I have a SQL Table with close to 2 Million rows and I am trying to export this data into an Excel file so the stakeholders can manipulate data, see charts, so on...
The issue is, when I hit refresh, it fails after getting all the data saying the number of rows exceed max rows limitation in Excel. This table is going to keep growing every day.
What I am looking for here is a way to refresh data, then add rows to Sheet 1 until max rows limitation is reached. Once maxed out, I want the rows to start getting inserted into Sheet 2. Once maxed out, move to 3rd sheet, all from the single SQL table, from a single refresh.
This does not have to happen in Excel (Data -> Refresh option), I can have this as a part of the SSIS package that I am already using to populate rows in the SQL table.
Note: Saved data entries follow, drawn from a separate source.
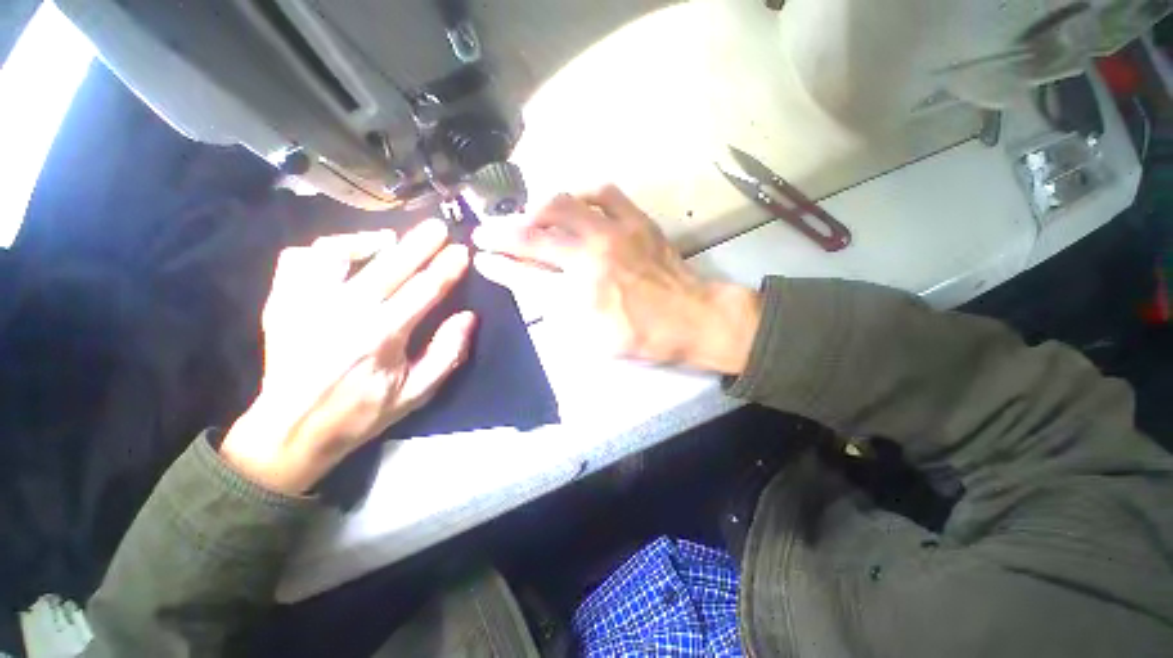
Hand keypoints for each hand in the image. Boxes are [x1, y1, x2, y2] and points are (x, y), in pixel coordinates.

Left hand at [221, 220, 475, 494]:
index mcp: (381, 336)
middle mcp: (344, 312)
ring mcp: (307, 303)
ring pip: (337, 253)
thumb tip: (468, 317)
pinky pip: (300, 259)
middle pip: (390, 265)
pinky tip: (343, 255)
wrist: (291, 430)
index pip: (425, 289)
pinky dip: (324, 250)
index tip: (462, 250)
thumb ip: (447, 353)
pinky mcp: (282, 302)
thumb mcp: (417, 393)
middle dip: (420, 242)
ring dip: (369, 241)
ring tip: (389, 239)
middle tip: (439, 227)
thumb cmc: (362, 412)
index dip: (447, 267)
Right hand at [472, 185, 759, 373]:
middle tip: (485, 232)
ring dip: (535, 209)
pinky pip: (603, 192)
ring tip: (526, 216)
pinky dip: (582, 194)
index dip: (498, 266)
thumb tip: (538, 289)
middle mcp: (591, 258)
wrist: (694, 317)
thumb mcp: (596, 341)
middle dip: (500, 233)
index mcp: (580, 295)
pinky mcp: (636, 221)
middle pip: (534, 236)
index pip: (525, 275)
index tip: (482, 259)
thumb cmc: (645, 337)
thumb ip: (563, 314)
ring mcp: (615, 234)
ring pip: (562, 205)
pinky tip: (574, 202)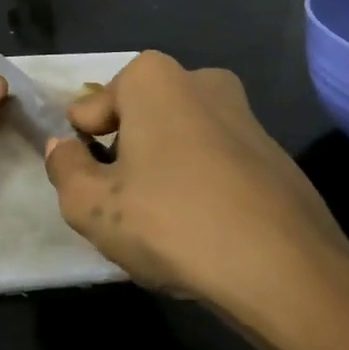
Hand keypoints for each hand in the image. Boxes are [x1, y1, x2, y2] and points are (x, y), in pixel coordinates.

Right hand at [42, 52, 348, 349]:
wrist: (285, 271)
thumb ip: (64, 169)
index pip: (90, 109)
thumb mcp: (92, 205)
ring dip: (162, 172)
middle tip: (124, 207)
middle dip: (124, 156)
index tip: (92, 188)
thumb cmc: (172, 222)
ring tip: (164, 225)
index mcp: (153, 78)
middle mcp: (202, 81)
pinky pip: (216, 163)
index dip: (82, 150)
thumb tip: (63, 148)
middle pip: (138, 120)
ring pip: (178, 142)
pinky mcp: (275, 153)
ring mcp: (245, 115)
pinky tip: (204, 231)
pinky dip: (201, 187)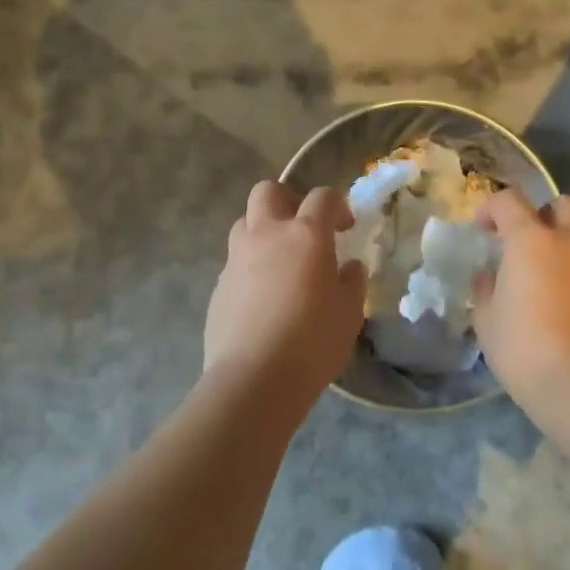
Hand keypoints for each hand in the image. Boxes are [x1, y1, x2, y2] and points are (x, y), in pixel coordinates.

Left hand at [204, 181, 365, 403]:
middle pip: (268, 191)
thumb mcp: (349, 313)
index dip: (337, 204)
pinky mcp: (218, 285)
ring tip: (280, 260)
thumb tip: (349, 267)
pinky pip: (234, 261)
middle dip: (287, 199)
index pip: (322, 196)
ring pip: (244, 222)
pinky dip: (249, 266)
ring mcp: (236, 258)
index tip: (345, 226)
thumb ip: (352, 282)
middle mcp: (266, 235)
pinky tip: (262, 296)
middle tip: (303, 227)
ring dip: (262, 229)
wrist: (254, 378)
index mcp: (305, 235)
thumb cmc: (313, 342)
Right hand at [473, 190, 569, 415]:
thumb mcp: (486, 319)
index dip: (491, 208)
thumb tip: (489, 276)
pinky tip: (557, 307)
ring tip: (537, 281)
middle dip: (541, 214)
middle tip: (521, 242)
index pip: (510, 201)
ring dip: (558, 248)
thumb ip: (484, 289)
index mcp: (532, 240)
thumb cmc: (523, 347)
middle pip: (562, 205)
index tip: (481, 231)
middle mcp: (569, 244)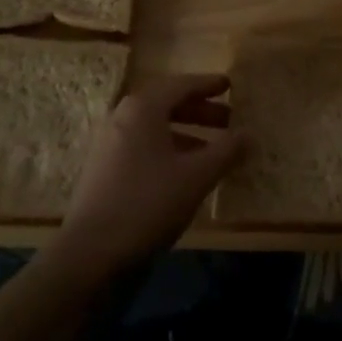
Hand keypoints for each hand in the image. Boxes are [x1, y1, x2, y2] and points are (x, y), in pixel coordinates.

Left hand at [52, 74, 245, 283]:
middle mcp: (122, 119)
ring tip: (213, 151)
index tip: (230, 85)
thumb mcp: (197, 176)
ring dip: (186, 134)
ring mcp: (109, 146)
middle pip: (167, 105)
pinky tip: (185, 174)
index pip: (181, 85)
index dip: (207, 85)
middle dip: (200, 111)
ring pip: (155, 129)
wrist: (91, 255)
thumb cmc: (148, 203)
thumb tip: (250, 134)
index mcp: (143, 109)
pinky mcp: (104, 172)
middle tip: (228, 119)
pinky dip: (168, 151)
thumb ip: (227, 151)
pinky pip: (143, 148)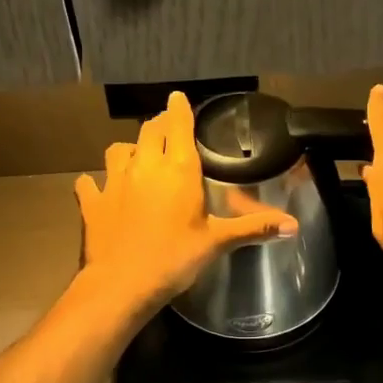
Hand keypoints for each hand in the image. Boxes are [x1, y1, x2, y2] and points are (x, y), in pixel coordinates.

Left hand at [75, 91, 298, 312]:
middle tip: (167, 130)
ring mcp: (114, 181)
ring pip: (118, 149)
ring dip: (129, 149)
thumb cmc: (174, 258)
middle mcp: (144, 165)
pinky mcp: (93, 201)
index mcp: (177, 168)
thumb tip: (293, 225)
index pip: (177, 124)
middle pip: (149, 130)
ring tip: (136, 157)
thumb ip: (253, 227)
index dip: (179, 109)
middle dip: (159, 126)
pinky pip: (89, 183)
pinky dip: (95, 183)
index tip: (178, 98)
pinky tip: (98, 188)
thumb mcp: (217, 242)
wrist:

I am also open to any alternate ways to export SQL table into a different format that can be used by said stakeholders to create charts, analyze data, and whatever else pleases them.
Without sounding too facetious, you are suggesting a very inefficient method.
The best way of approaching this method is not to use .xlsx files at all for the data storage.
Assuming your destination stakeholders don't have read access to the SQL server, export the data to .csv and then use Power Query in some sort of 'Dashbaord.xlsx' type file to load the .csv to the data model which can handle hundreds of millions of rows instead of just 1.05m.
This will allow for the use of Power Pivot and DAX for analysis and the data will also be visible in the data model table view if users do want raw rows (or they can refer to the csv file..).
If they do have SQL read access then you can query the server directly so you don't need to store any rows whatsoever as it will read directly.
Failing all that and you decide to do it your way, I would suggest the following.
Read your table into a Pandas df and iterate over each row and cell of the dataframe, writing to an your xlsx[sheet1] using openpyxl then once the row number reaches 1,048,560 simply iterate to xlsx[sheet2].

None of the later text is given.